== GIVEN RECORDS

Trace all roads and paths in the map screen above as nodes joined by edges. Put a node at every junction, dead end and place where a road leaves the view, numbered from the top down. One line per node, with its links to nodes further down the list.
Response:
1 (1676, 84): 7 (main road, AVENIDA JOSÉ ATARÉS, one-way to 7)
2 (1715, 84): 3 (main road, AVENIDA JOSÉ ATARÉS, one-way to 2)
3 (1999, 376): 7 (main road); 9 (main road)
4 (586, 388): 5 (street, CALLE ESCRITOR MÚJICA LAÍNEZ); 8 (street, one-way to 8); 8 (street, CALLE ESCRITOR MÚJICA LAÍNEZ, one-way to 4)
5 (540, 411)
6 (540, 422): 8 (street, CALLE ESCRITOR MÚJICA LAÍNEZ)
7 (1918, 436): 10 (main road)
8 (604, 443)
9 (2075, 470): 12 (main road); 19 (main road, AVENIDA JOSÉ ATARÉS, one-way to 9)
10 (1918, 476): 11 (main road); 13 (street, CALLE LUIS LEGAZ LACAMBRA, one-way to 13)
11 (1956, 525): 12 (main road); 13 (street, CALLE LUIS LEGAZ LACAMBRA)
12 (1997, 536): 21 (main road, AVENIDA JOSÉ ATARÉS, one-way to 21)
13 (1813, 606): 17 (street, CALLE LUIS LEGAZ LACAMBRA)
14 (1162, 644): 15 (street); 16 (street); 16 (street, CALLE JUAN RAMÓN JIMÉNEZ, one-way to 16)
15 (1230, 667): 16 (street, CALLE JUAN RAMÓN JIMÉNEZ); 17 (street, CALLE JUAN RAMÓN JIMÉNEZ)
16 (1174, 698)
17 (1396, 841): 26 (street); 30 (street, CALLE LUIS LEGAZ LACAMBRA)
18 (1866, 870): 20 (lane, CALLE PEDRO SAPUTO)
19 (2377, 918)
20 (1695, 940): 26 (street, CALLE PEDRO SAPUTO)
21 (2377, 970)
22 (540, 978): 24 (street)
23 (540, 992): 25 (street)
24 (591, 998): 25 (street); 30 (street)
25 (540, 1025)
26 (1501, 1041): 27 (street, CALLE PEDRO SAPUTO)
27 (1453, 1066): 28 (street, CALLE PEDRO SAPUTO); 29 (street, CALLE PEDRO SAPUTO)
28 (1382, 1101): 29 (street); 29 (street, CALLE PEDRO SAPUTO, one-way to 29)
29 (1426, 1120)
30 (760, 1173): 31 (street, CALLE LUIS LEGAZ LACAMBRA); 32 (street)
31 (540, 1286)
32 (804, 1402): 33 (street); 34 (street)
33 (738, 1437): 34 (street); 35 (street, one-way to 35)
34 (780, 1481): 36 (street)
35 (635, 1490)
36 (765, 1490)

====

> **WHAT YOU SHOULD DO**: No line may be altered or left out when the data is written out.

> **RESPONSE AREA**:
Trace all roads and paths in the map screen above as nodes joined by edges. Put a node at every junction, dead end and place where a road leaves the view, numbered from the top down. One line per node, with its links to nodes further down the list.
Response:
1 (1676, 84): 7 (main road, AVENIDA JOSÉ ATARÉS, one-way to 7)
2 (1715, 84): 3 (main road, AVENIDA JOSÉ ATARÉS, one-way to 2)
3 (1999, 376): 7 (main road); 9 (main road)
4 (586, 388): 5 (street, CALLE ESCRITOR MÚJICA LAÍNEZ); 8 (street, one-way to 8); 8 (street, CALLE ESCRITOR MÚJICA LAÍNEZ, one-way to 4)
5 (540, 411)
6 (540, 422): 8 (street, CALLE ESCRITOR MÚJICA LAÍNEZ)
7 (1918, 436): 10 (main road)
8 (604, 443)
9 (2075, 470): 12 (main road); 19 (main road, AVENIDA JOSÉ ATARÉS, one-way to 9)
10 (1918, 476): 11 (main road); 13 (street, CALLE LUIS LEGAZ LACAMBRA, one-way to 13)
11 (1956, 525): 12 (main road); 13 (street, CALLE LUIS LEGAZ LACAMBRA)
12 (1997, 536): 21 (main road, AVENIDA JOSÉ ATARÉS, one-way to 21)
13 (1813, 606): 17 (street, CALLE LUIS LEGAZ LACAMBRA)
14 (1162, 644): 15 (street); 16 (street); 16 (street, CALLE JUAN RAMÓN JIMÉNEZ, one-way to 16)
15 (1230, 667): 16 (street, CALLE JUAN RAMÓN JIMÉNEZ); 17 (street, CALLE JUAN RAMÓN JIMÉNEZ)
16 (1174, 698)
17 (1396, 841): 26 (street); 30 (street, CALLE LUIS LEGAZ LACAMBRA)
18 (1866, 870): 20 (lane, CALLE PEDRO SAPUTO)
19 (2377, 918)
20 (1695, 940): 26 (street, CALLE PEDRO SAPUTO)
21 (2377, 970)
22 (540, 978): 24 (street)
23 (540, 992): 25 (street)
24 (591, 998): 25 (street); 30 (street)
25 (540, 1025)
26 (1501, 1041): 27 (street, CALLE PEDRO SAPUTO)
27 (1453, 1066): 28 (street, CALLE PEDRO SAPUTO); 29 (street, CALLE PEDRO SAPUTO)
28 (1382, 1101): 29 (street); 29 (street, CALLE PEDRO SAPUTO, one-way to 29)
29 (1426, 1120)
30 (760, 1173): 31 (street, CALLE LUIS LEGAZ LACAMBRA); 32 (street)
31 (540, 1286)
32 (804, 1402): 33 (street); 34 (street)
33 (738, 1437): 34 (street); 35 (street, one-way to 35)
34 (780, 1481): 36 (street)
35 (635, 1490)
36 (765, 1490)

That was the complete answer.